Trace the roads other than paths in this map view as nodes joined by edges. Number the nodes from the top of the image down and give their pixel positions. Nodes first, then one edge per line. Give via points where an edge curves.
□ □ □ □ □ □ □
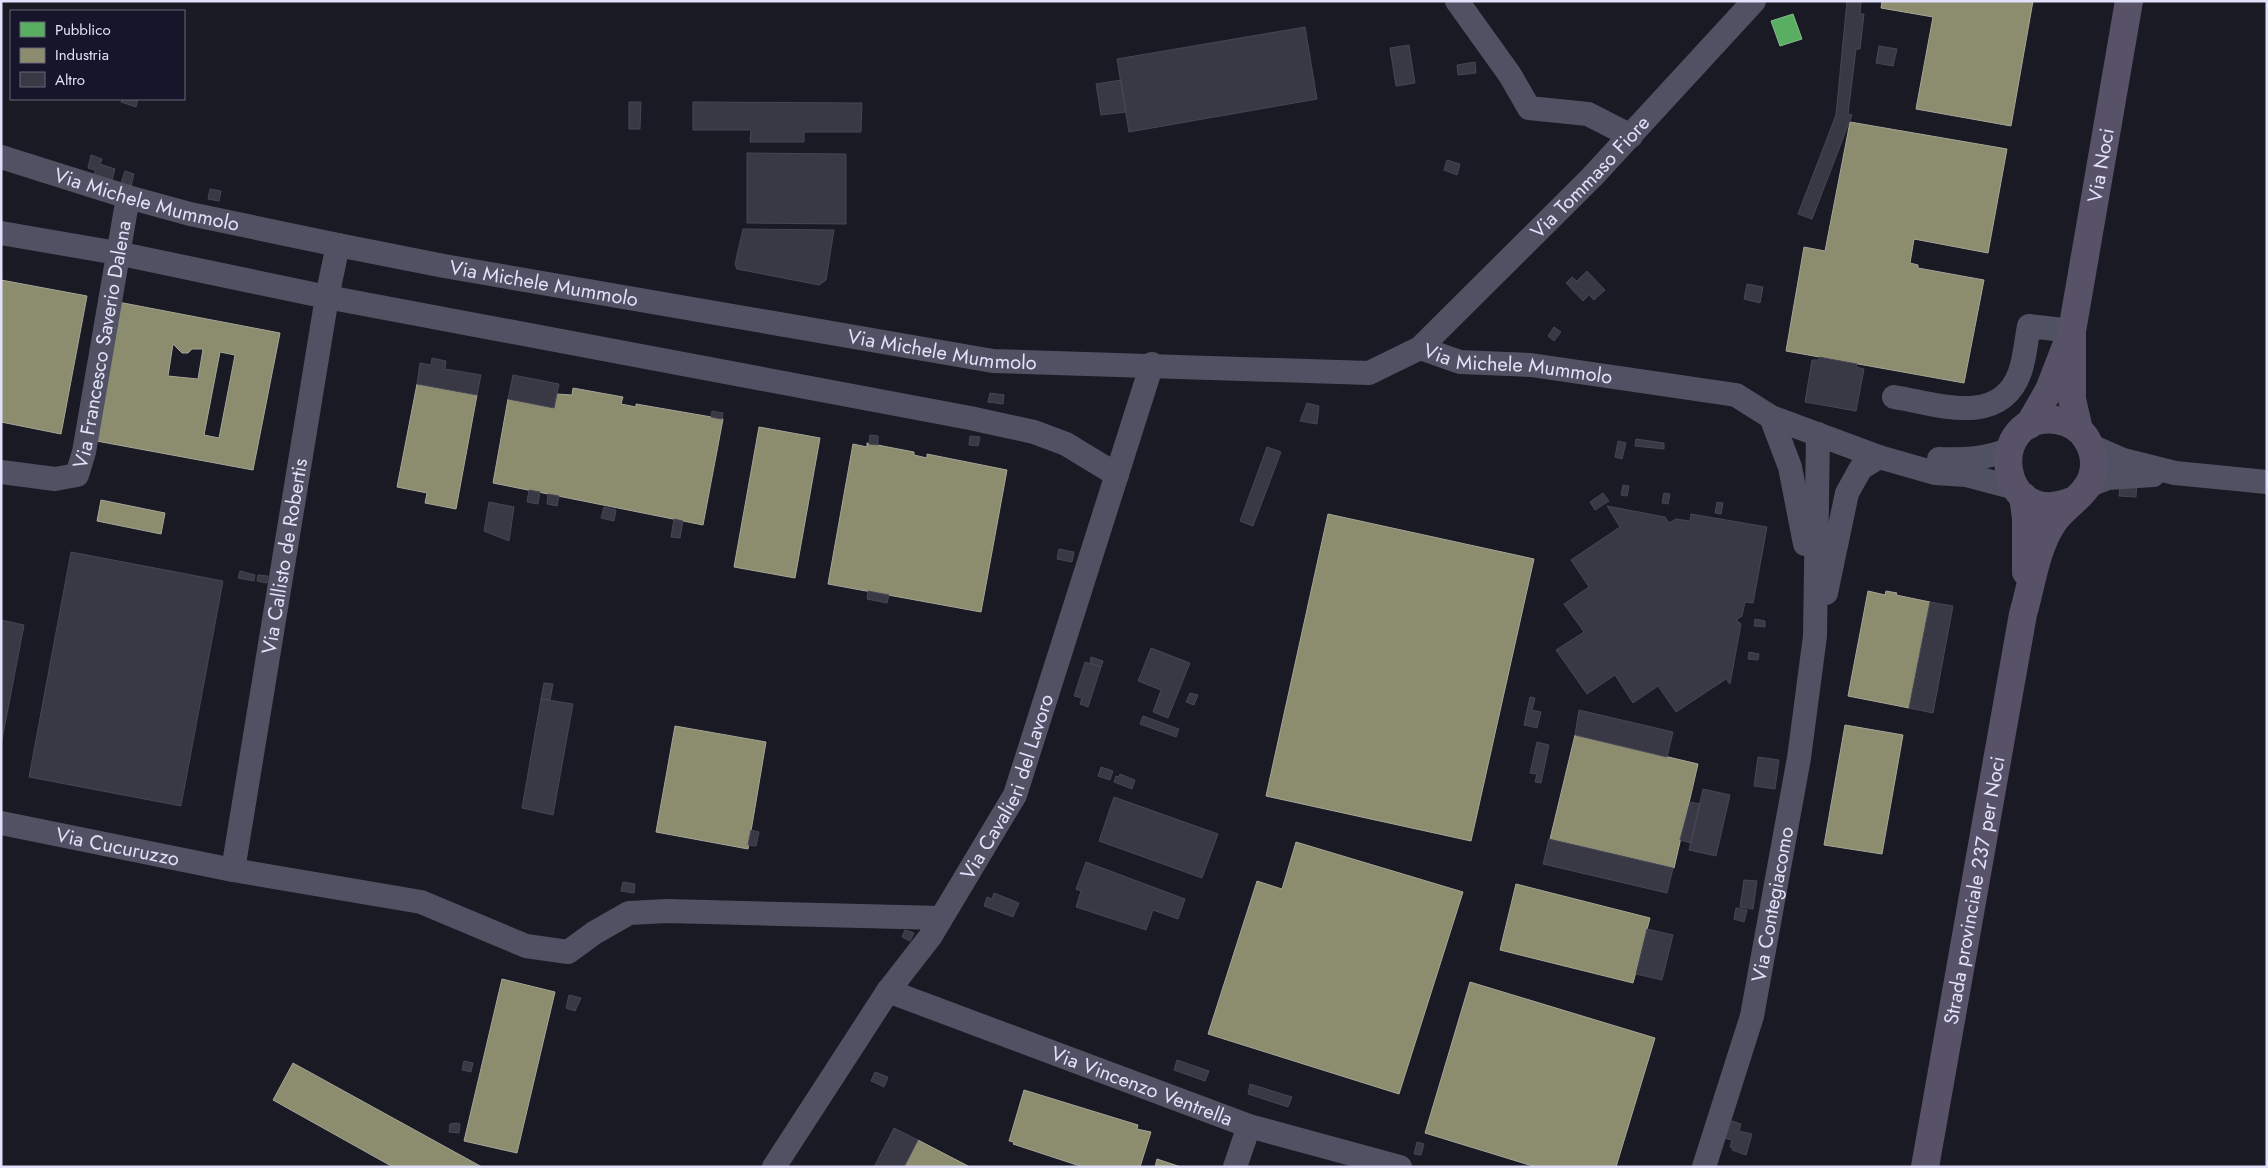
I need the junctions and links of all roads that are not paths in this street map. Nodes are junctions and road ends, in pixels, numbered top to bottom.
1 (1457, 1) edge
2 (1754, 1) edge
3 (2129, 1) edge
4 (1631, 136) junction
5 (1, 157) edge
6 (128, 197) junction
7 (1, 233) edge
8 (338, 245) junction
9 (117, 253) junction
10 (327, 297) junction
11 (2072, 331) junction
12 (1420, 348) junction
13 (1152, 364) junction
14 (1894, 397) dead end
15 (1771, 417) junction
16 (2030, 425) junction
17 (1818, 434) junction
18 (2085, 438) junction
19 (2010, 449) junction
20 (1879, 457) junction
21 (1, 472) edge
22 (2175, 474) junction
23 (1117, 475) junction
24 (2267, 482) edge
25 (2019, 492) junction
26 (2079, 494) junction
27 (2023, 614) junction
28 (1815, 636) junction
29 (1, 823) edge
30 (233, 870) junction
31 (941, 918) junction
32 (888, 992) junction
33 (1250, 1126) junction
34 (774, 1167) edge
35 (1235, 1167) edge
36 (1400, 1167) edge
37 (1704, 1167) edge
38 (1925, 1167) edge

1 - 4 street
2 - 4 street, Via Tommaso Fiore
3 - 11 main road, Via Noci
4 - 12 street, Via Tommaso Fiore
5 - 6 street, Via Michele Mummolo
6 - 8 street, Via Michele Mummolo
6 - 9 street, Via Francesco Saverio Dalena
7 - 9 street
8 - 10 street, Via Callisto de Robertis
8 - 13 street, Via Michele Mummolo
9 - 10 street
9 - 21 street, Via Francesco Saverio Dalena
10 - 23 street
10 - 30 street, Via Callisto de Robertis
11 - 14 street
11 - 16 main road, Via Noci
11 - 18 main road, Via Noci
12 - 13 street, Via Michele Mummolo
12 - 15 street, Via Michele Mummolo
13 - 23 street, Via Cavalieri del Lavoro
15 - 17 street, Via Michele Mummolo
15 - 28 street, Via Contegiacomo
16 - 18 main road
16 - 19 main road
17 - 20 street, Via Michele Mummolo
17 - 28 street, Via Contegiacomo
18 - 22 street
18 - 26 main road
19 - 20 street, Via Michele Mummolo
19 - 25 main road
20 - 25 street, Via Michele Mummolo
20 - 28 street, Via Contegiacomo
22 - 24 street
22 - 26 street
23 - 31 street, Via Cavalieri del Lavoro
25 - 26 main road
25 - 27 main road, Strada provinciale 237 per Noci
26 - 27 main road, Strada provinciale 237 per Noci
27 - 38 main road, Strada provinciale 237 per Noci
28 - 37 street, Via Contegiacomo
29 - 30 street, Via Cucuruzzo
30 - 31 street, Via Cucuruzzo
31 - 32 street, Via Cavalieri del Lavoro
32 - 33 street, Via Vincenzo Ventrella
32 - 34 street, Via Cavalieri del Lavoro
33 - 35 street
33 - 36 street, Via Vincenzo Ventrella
□ □ □ □ □ □ □
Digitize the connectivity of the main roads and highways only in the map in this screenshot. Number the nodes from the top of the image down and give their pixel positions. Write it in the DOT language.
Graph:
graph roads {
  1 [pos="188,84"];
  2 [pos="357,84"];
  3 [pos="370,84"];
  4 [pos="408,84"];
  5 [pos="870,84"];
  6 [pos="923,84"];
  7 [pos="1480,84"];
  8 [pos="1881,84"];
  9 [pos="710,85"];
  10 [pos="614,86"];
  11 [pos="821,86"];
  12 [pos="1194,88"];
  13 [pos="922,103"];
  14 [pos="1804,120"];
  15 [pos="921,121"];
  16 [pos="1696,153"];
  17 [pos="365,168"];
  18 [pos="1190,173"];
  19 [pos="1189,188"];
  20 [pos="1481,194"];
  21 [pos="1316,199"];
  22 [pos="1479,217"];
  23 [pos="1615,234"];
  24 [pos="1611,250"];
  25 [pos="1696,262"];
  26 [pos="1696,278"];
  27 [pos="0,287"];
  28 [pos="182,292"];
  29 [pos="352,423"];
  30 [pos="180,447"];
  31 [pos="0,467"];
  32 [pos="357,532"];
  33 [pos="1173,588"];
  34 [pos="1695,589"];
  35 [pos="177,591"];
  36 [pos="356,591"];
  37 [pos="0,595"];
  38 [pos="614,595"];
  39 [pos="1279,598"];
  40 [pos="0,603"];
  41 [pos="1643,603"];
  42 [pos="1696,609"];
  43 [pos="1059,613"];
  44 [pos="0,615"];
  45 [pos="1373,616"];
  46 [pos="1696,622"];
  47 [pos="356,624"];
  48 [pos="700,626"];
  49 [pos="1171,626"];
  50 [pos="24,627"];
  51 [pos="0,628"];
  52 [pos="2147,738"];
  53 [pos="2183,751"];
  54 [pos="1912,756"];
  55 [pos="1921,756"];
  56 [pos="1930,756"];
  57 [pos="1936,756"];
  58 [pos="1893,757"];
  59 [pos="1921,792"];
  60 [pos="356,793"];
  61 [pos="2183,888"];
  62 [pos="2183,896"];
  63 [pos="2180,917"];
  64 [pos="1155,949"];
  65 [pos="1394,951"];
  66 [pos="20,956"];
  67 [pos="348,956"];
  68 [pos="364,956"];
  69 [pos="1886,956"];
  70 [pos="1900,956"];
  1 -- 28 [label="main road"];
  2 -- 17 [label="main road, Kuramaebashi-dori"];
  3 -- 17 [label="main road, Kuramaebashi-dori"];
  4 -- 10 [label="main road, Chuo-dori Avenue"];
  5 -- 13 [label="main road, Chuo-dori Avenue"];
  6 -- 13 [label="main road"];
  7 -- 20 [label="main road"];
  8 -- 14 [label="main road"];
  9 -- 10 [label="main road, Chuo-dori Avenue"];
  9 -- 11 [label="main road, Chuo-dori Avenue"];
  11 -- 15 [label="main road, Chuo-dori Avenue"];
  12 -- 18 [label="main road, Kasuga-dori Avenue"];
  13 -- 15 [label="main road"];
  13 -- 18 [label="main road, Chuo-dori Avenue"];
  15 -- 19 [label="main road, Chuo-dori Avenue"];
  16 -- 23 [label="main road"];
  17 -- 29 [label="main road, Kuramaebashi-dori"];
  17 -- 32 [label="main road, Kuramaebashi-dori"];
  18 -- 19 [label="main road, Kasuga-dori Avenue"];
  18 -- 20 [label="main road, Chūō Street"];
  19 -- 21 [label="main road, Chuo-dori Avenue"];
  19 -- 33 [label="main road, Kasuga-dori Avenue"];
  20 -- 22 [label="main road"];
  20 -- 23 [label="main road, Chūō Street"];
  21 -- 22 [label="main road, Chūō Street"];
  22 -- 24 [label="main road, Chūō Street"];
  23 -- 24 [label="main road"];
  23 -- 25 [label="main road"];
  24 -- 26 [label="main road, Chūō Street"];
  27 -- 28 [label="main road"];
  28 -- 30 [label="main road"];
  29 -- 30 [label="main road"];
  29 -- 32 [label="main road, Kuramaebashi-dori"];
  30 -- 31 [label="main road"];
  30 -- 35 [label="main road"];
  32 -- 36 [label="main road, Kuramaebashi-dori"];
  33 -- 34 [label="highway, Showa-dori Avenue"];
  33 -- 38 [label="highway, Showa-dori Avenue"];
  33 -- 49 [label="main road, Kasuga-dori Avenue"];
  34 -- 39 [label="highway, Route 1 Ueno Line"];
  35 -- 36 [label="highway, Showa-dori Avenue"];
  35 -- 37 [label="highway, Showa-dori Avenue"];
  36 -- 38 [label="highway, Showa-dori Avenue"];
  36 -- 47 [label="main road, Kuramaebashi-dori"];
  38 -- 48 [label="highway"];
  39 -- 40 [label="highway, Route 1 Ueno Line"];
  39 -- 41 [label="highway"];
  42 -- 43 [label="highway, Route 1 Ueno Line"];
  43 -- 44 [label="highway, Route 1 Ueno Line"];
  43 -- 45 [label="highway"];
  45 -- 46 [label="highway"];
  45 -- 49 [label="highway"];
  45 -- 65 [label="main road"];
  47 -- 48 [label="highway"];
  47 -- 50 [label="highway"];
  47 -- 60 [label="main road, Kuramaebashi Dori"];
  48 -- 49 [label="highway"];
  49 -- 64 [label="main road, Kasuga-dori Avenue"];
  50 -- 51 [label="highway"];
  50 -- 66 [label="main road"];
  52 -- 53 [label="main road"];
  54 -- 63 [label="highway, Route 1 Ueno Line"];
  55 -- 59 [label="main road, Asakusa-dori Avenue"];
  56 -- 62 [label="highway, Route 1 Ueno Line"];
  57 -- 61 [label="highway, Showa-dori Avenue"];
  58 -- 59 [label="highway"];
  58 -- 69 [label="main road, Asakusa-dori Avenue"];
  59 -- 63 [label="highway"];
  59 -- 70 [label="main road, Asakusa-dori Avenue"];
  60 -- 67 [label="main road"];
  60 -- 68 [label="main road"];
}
□ □ □ □ □ □ □
#### Problem requirements
What lines in the data hold the word "from"? Return them.

#### Output of the exercise
Trace the roads other than paths in this map view as nodes joined by edges. Number the nodes from the top of the image down and give their pixel positions. Nodes first, then one edge per line. Give via points where an edge curves.
Digitize the connectivity of the main roads and highways only in the map in this screenshot. Number the nodes from the top of the image down and give their pixel positions. Write it in the DOT language.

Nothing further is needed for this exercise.